Quick industry background: rocket-like growth 2001-2005
January 21, 2007
It’s pretty darn easy to set up shop as an email service provider. Get a mail server, license some software, whip up a Web site, and you’re in business. (Of course that doesn’t mean you’re any good at it.)
During 2001, that’s exactly what plenty of people did because, aside from search marketing, email was one of the few online businesses that was booming. Loads of eager clients hoped to save money by replacing postal mail with email, and very few knew exactly which penetrating questions to ask a would-be vendor.
Then from 2002-2004, a merger and acquisition frenzy took place. Big fish ate small fish; small fish got venture funding for roll-up strategies; and faced with unexpected competition, some vendors disappeared completely.

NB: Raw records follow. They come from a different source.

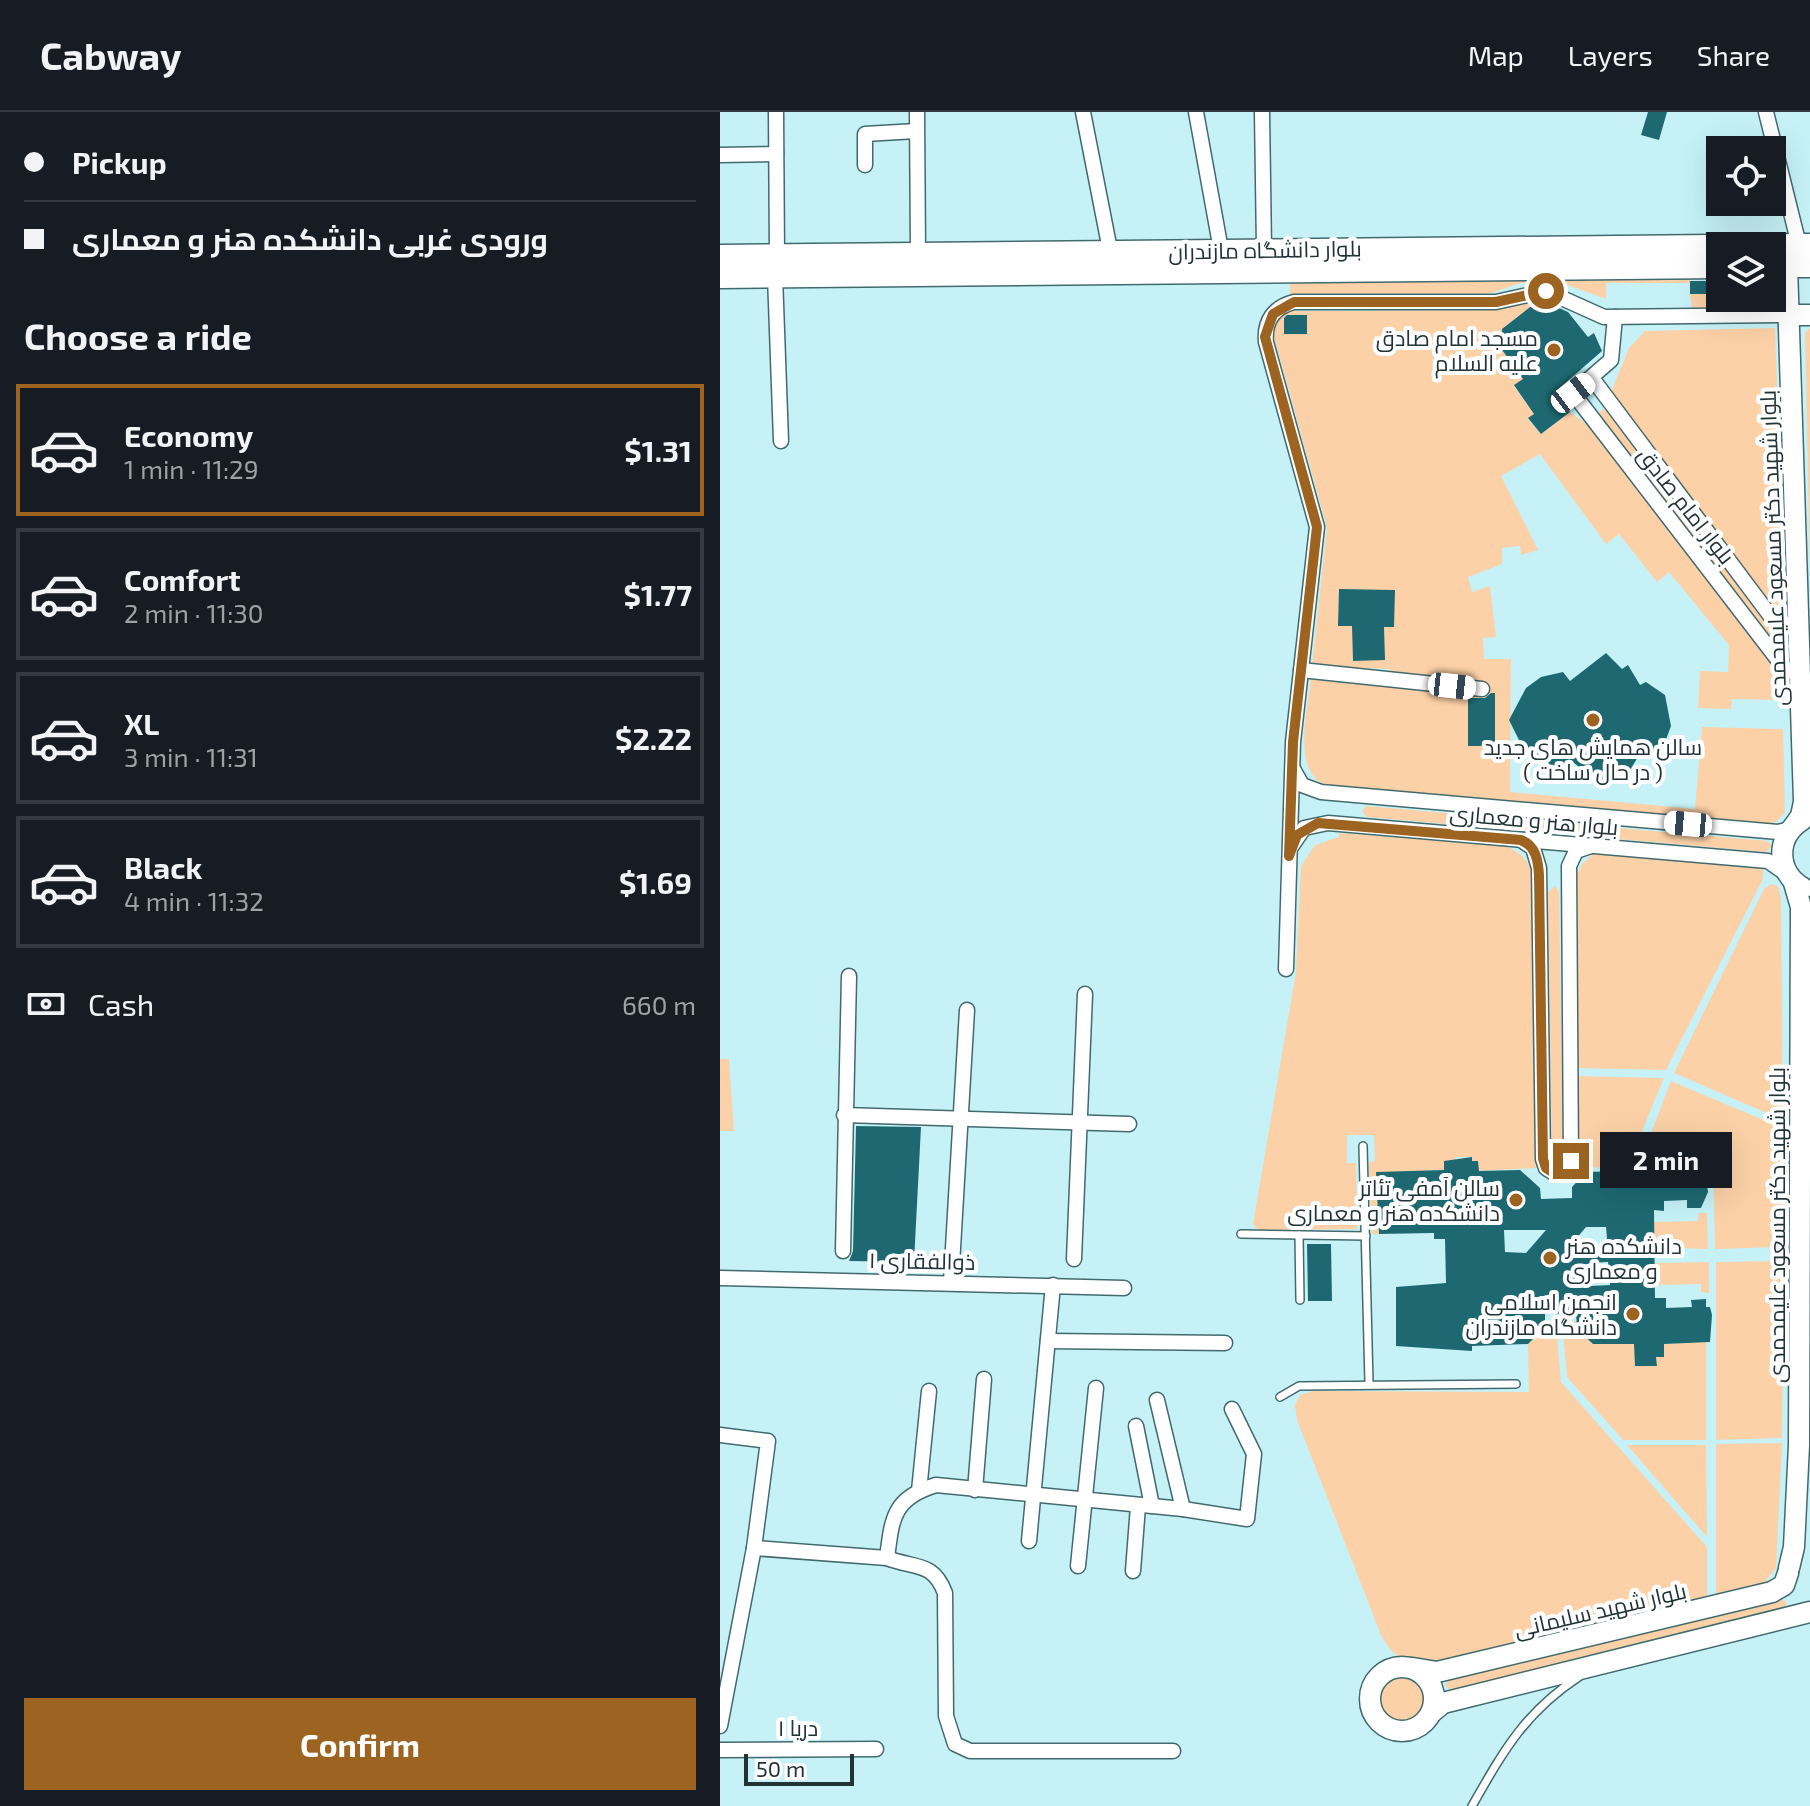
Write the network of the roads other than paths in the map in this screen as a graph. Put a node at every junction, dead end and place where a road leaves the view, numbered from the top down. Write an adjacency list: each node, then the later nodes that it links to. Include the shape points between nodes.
1 (776, 112): 8 (street)
2 (917, 112): 7 (street)
3 (1083, 112): 13 (street)
4 (1196, 112): 14 (street)
5 (1262, 112): 12 (street)
6 (1766, 112): 11 (street)
7 (916, 131): 10 (street, via 865,134); 15 (street)
8 (776, 154): 9 (street); 19 (street)
9 (720, 155)
10 (865, 165)
11 (1804, 245): 12 (main road, بلوار دانشگاه مازندران)
12 (1258, 248): 14 (main road, بلوار دانشگاه مازندران); 21 (main road)
13 (1110, 250): 14 (main road, بلوار دانشگاه مازندران); 15 (main road, بلوار دانشگاه مازندران)
14 (1221, 250)
15 (918, 253): 19 (main road, بلوار دانشگاه مازندران)
16 (720, 256): 19 (main road, بلوار دانشگاه مازندران)
17 (1786, 266): 18 (main road)
18 (1810, 266)
19 (776, 267): 21 (main road, بلوار دانشگاه مازندران); 22 (main road, بلوار دانشگاه مازندران); 28 (street)
20 (1706, 267): 21 (main road, بلوار دانشگاه مازندران)
21 (1250, 272)
22 (720, 277)
23 (1786, 299): 24 (main road, بلوار شهید دکتر مسعود علیمحمدی)
24 (1789, 315): 25 (main road); 26 (street); 29 (main road, بلوار شهید دکتر مسعود علیمحمدی)
25 (1810, 315)
26 (1615, 317): 27 (street, via 1611,360); 30 (street, via 1598,315 1546,291 1496,302 1294,302 1273,314 1266,342 1317,527)
27 (1592, 378): 29 (street, بلوار امام صادق, via 1772,618); 31 (street, بلوار امام صادق, via 1573,393 1785,669)
28 (781, 441)
29 (1804, 624): 31 (main road, بلوار شهید دکتر مسعود علیمحمدی)
30 (1301, 670): 32 (street); 33 (street)
31 (1805, 673): 34 (main road, بلوار شهید دکتر مسعود علیمحمدی, via 1804,802)
32 (1482, 689)
33 (1292, 763): 34 (street, بلوار هنر و معماری, via 1302,785 1321,792 1778,832); 37 (street)
34 (1798, 824): 38 (main road, بلوار شهید دکتر مسعود علیمحمدی, via 1781,852)
35 (1521, 840): 36 (street, بلوار هنر و معماری); 36 (street, via 1533,848 1539,868 1543,1159 1554,1173 1567,1169 1571,1161 1569,866 1576,851); 37 (street, بلوار هنر و معماری, via 1318,823 1297,835)
36 (1591, 846): 38 (street, بلوار هنر و معماری, via 1768,861)
37 (1289, 856): 39 (street)
38 (1798, 883): 82 (main road, بلوار شهید دکتر مسعود علیمحمدی, via 1799,1429)
39 (1286, 969)
40 (849, 976): 43 (street)
41 (1085, 994): 45 (street)
42 (967, 1010): 44 (street)
43 (844, 1115): 44 (street); 51 (street)
44 (961, 1117): 45 (street); 54 (street)
45 (1078, 1121): 46 (street); 52 (street)
46 (1129, 1124)
47 (1363, 1146): 50 (lane)
48 (1241, 1234): 49 (lane)
49 (1299, 1235): 50 (lane); 57 (lane)
50 (1366, 1236): 61 (lane)
51 (843, 1251)
52 (1074, 1259)
53 (720, 1278): 54 (street, ذوالفقاری ۱)
54 (951, 1282): 55 (street, ذوالفقاری ۱)
55 (1053, 1285): 56 (street, ذوالفقاری ۱); 58 (street)
56 (1124, 1288)
57 (1300, 1300)
58 (1048, 1341): 59 (street); 72 (street)
59 (1225, 1343)
60 (984, 1379): 70 (street)
61 (1369, 1383): 62 (lane); 65 (lane, via 1299,1386)
62 (1516, 1384)
63 (1096, 1388): 73 (street)
64 (929, 1391): 71 (street)
65 (1280, 1397)
66 (1157, 1400): 75 (street)
67 (1232, 1409): 75 (street, via 1254,1454 1247,1519)
68 (1136, 1426): 74 (street)
69 (720, 1435): 78 (street, via 768,1441)
70 (975, 1490): 71 (street, via 936,1485); 72 (street)
71 (919, 1491): 79 (street, via 895,1512)
72 (1033, 1496): 73 (street); 76 (street)
73 (1084, 1502): 74 (street); 80 (street)
74 (1145, 1506): 75 (street); 81 (street)
75 (1183, 1509)
76 (1029, 1541)
77 (1810, 1545): 82 (main road, بلوار شهید سلیمانی, via 1796,1555)
78 (754, 1548): 79 (street); 87 (street)
79 (887, 1558): 90 (street, via 927,1568 941,1582 946,1716 955,1744 970,1751)
80 (1078, 1566)
81 (1133, 1571)
82 (1789, 1571): 83 (main road, via 1793,1592); 85 (main road, بلوار شهید سلیمانی, via 1784,1585 1772,1592 1437,1672)
83 (1810, 1609): 84 (main road)
84 (1599, 1664): 86 (main road, via 1441,1704); 91 (lane, via 1547,1698 1520,1727)
85 (1413, 1668): 86 (main road, via 1433,1689); 86 (main road, via 1394,1668 1378,1678 1370,1696 1372,1711 1385,1726 1403,1731 1418,1727)
86 (1431, 1713)
87 (720, 1726)
88 (876, 1749): 89 (street, دریا ۱)
89 (720, 1750)
90 (1173, 1751)
91 (1472, 1806)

In 2005, the remaining estimated 65 firms worked frantically to:
- stabilize, hire and train their staff;
- handle an explosion of incoming clients (some gained hundreds of client accounts in 2005 alone);
- develop specialized services to compete in particular niches;
- add on extra bells and whistles ranging from strategic consulting to high-end dynamic content to lift their prices out of commodityland;
- educate clients to avoid all-too-common newbie mistakes;
- and, ensure deliverability in an increasingly difficult ISP landscape.
Yes, you could call it a high-stress industry. And we’ve heard from many ESP leaders that they expect another round of M&A and marketing wars to occur in 2006 until the industry is boiled down to a few main leaders. The word for 2006 is “consolidation.”